The incidence of IRT after LAAC was 3.0% (23/760) and clinical outcomes of thrombi were as follows: At 6-month follow-up after adjusting anticoagulant, 4D-TEE results showed that the thrombi were either completely resolved in 30.4% (7/23) of patients and became smaller in 69.6% (16/23) of patients. In the CIED group, the thrombi of three patients attached to the leads illustrated unchanged, which were detected by RT4D-TEE. Of note, their implanted pacemakers had been more than 10 years. The organized thrombi on the pacing lead did not dissolve during our follow-up.
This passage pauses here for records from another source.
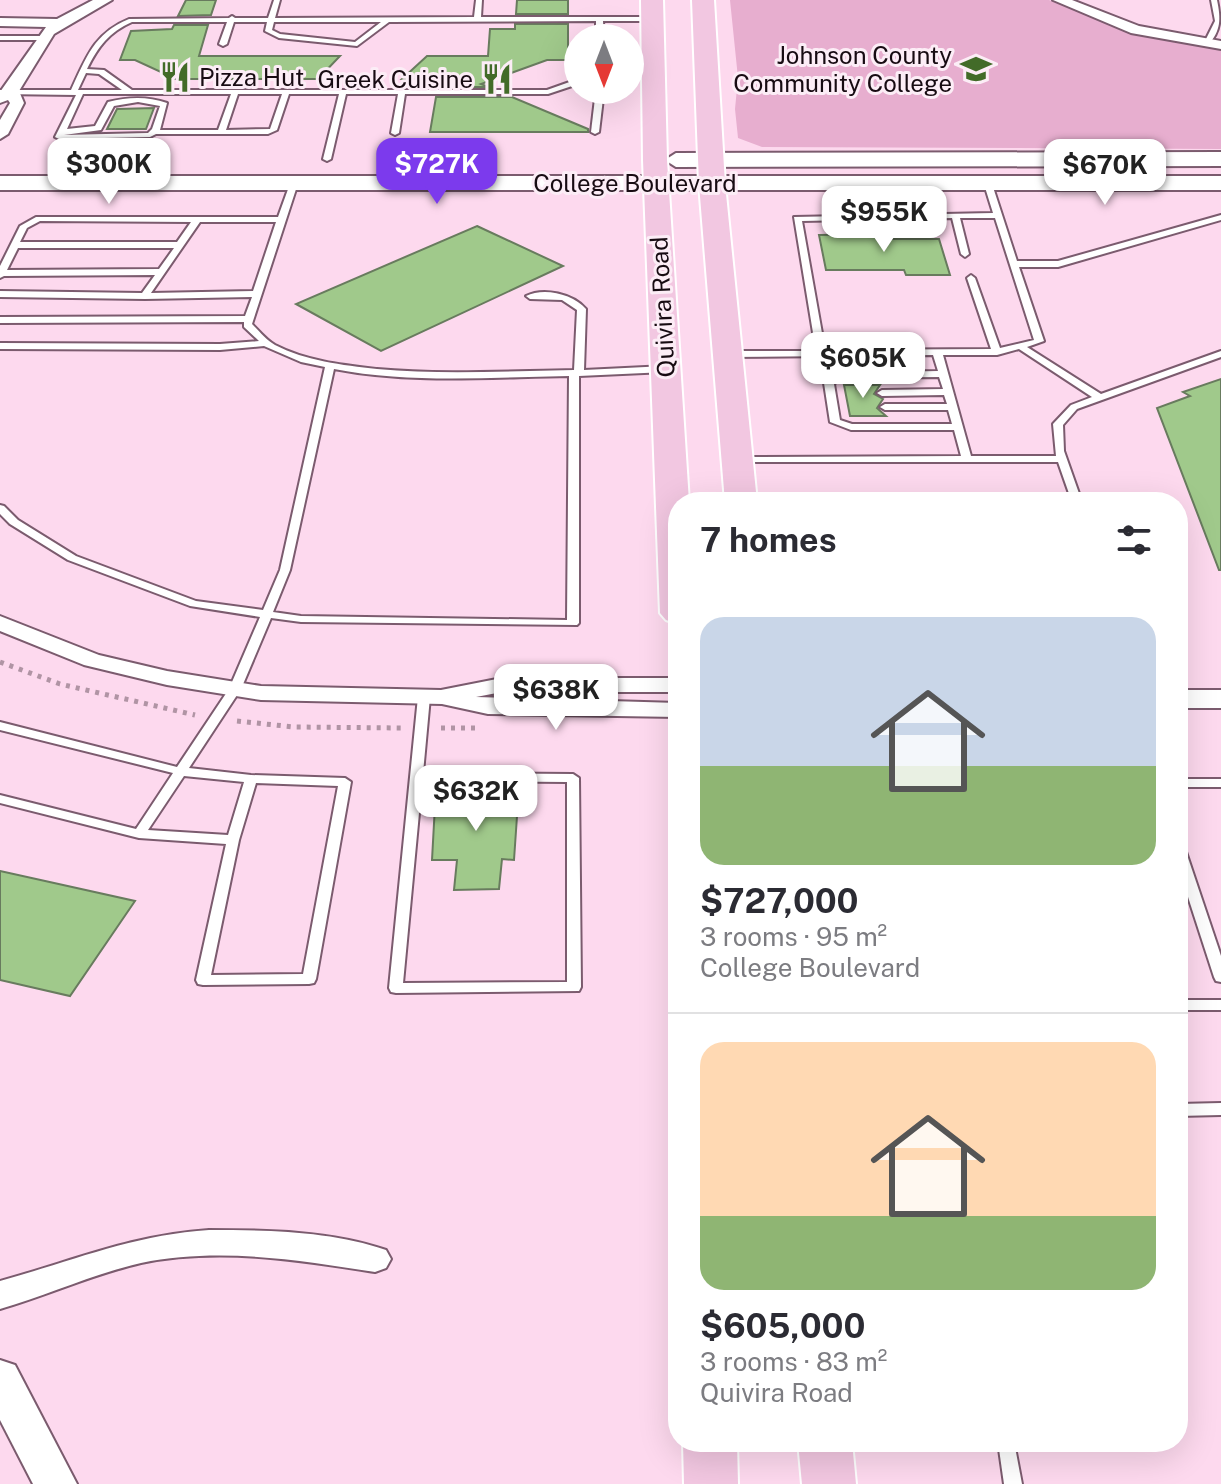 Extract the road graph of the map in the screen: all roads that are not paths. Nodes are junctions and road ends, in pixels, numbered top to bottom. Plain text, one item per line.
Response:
1 (105, 0) edge
2 (277, 0) edge
3 (479, 0) edge
4 (703, 0) edge
5 (1060, 0) edge
6 (1214, 0) edge
7 (652, 9) edge
8 (232, 18) junction
9 (271, 18) junction
10 (388, 19) junction
11 (477, 19) junction
12 (599, 19) junction
13 (0, 22) edge
14 (61, 23) junction
15 (599, 24) edge
16 (0, 38) edge
17 (42, 38) junction
18 (223, 44) dead end
19 (1214, 44) edge
20 (84, 71) junction
21 (564, 86) edge
22 (76, 93) junction
23 (132, 93) junction
24 (178, 93) junction
25 (235, 93) junction
26 (286, 93) junction
27 (343, 93) junction
28 (402, 93) junction
29 (4, 95) edge
30 (598, 104) edge
31 (159, 132) junction
32 (221, 132) junction
33 (595, 132) dead end
34 (395, 133) dead end
35 (0, 134) edge
36 (60, 134) junction
37 (335, 159) joint
38 (1221, 159) edge
39 (197, 160) dead end
40 (298, 160) dead end
41 (626, 160) dead end
42 (0, 171) edge
43 (656, 172) junction
44 (712, 172) junction
45 (0, 183) edge
46 (294, 183) junction
47 (1221, 183) edge
48 (988, 184) junction
49 (955, 215) junction
50 (998, 215) junction
51 (1221, 217) edge
52 (197, 220) junction
53 (281, 220) junction
54 (15, 245) junction
55 (180, 245) junction
56 (965, 254) dead end
57 (1014, 264) junction
58 (162, 272) junction
59 (1, 274) edge
60 (971, 278) dead end
61 (0, 294) edge
62 (257, 294) junction
63 (145, 296) junction
64 (530, 296) dead end
65 (249, 319) junction
66 (0, 320) edge
67 (265, 343) junction
68 (0, 346) edge
69 (1023, 348) junction
70 (937, 352) junction
71 (997, 352) junction
72 (821, 353) junction
73 (727, 354) junction
74 (1221, 354) edge
75 (1206, 359) junction
76 (1221, 364) edge
77 (330, 367) junction
78 (666, 369) junction
79 (577, 373) junction
80 (943, 374) junction
81 (1097, 396) junction
82 (832, 400) junction
83 (847, 400) dead end
84 (883, 400) dead end
85 (950, 400) junction
86 (958, 427) junction
87 (967, 459) junction
88 (1062, 459) junction
89 (737, 460) junction
90 (672, 492) edge
91 (740, 492) edge
92 (1074, 492) edge
93 (0, 508) edge
94 (267, 614) junction
95 (0, 623) edge
96 (668, 685) edge
97 (235, 689) junction
98 (433, 697) junction
99 (1188, 699) edge
100 (1221, 699) edge
101 (668, 710) edge
102 (0, 726) edge
103 (179, 771) junction
104 (417, 777) junction
105 (251, 779) junction
106 (1188, 783) edge
107 (1221, 784) edge
108 (0, 799) edge
109 (139, 834) junction
110 (233, 840) junction
111 (1188, 876) edge
112 (1221, 977) edge
113 (1188, 1005) edge
114 (1221, 1005) edge
115 (1221, 1109) edge
116 (1188, 1110) edge
117 (375, 1259) dead end
118 (0, 1295) edge
119 (0, 1378) edge
120 (710, 1452) edge
121 (826, 1452) edge
122 (1008, 1452) edge
123 (55, 1484) edge
124 (711, 1484) edge
125 (829, 1484) edge
126 (1013, 1484) edge

1 - 14 street
2 - 9 lane
3 - 11 lane
4 - 44 main road
5 - 19 street
6 - 19 lane
7 - 12 lane
7 - 43 main road, Quivira Road
8 - 9 lane
8 - 18 lane
8 - 20 lane
9 - 10 lane
9 - 10 lane
10 - 11 lane
11 - 12 lane
12 - 15 lane
13 - 14 street
14 - 17 street
16 - 17 lane
17 - 29 street
20 - 22 lane
20 - 23 lane
21 - 28 lane
22 - 23 lane
22 - 29 lane
22 - 36 lane
23 - 24 lane
24 - 25 lane
24 - 31 lane
25 - 26 lane
25 - 32 lane
26 - 27 lane
26 - 32 lane
27 - 28 lane
27 - 37 lane
28 - 34 lane
29 - 35 street
30 - 33 lane
31 - 32 lane
31 - 36 lane
31 - 36 lane
37 - 40 main road
38 - 44 main road, College Boulevard
39 - 42 main road
41 - 43 main road, College Boulevard
43 - 44 main road, College Boulevard
43 - 46 main road, College Boulevard
43 - 78 main road, Quivira Road
44 - 48 main road, College Boulevard
44 - 73 main road
45 - 46 main road, College Boulevard
46 - 53 lane
47 - 48 main road, College Boulevard
48 - 50 lane
49 - 50 lane
49 - 56 lane
49 - 72 lane
50 - 57 lane
51 - 57 lane
52 - 53 lane
52 - 54 lane
52 - 55 lane
53 - 62 lane
54 - 55 lane
54 - 59 lane
55 - 58 lane
57 - 69 lane
58 - 59 lane
58 - 63 lane
60 - 71 lane
61 - 63 lane
62 - 63 lane
62 - 65 lane
64 - 79 lane
65 - 66 lane
65 - 67 lane
67 - 68 lane
67 - 77 lane
69 - 71 lane
69 - 81 lane
70 - 71 lane
70 - 72 lane
70 - 80 lane
72 - 73 lane
73 - 89 main road
74 - 75 lane
75 - 76 lane
75 - 81 lane
77 - 79 lane
77 - 94 lane
78 - 79 lane
78 - 90 main road, Quivira Road
79 - 94 lane
80 - 82 lane
80 - 85 lane
81 - 88 lane
82 - 83 lane
82 - 86 lane
84 - 85 lane
85 - 86 lane
86 - 87 lane
87 - 88 lane
87 - 89 lane
88 - 92 lane
89 - 91 main road
93 - 94 lane
94 - 97 lane
95 - 97 street
96 - 98 street
97 - 98 street
97 - 103 lane
98 - 101 street
98 - 104 lane
99 - 100 street
102 - 103 lane
103 - 105 lane
103 - 109 lane
104 - 104 lane
105 - 110 lane
105 - 110 lane
106 - 107 lane
108 - 109 lane
109 - 110 lane
111 - 112 lane
113 - 114 lane
115 - 116 lane
117 - 118 street
119 - 123 street
120 - 124 main road
121 - 125 main road
122 - 126 lane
The incidence of IRT after CIED was 25% (17/66) and the clinical outcomes of thrombi were as follows: At 6-month follow-up after adjusting anticoagulant, their thrombi were completely resolved in 5.9% (1/17) of cases, became smaller in 64.7% (11/17), and remained unchanged in 29.4% (5/17) of patients as shown by 4D-TEE.
4. Discussion
The novel findings of our prospective study were as follows: First, IRT was an overall relatively infrequent event. Second, the detection rate of IRT by RT4D-TEE was 4.8%, significantly higher than that of 3.8% by 2D-TEE. Third, during a 6-month follow-up after adjusting the anticoagulant dosage, RT4D-TEE showed IRT completely dissolved in 20% of patients, became smaller in 67.5% of patients, and showed no change in 12.5% of patients. Compared with 2D-TEE, nine patients still missed the diagnosis. Therefore, RT4D-TEE was superior to 2D-TEE in the accurate diagnosis of IRT.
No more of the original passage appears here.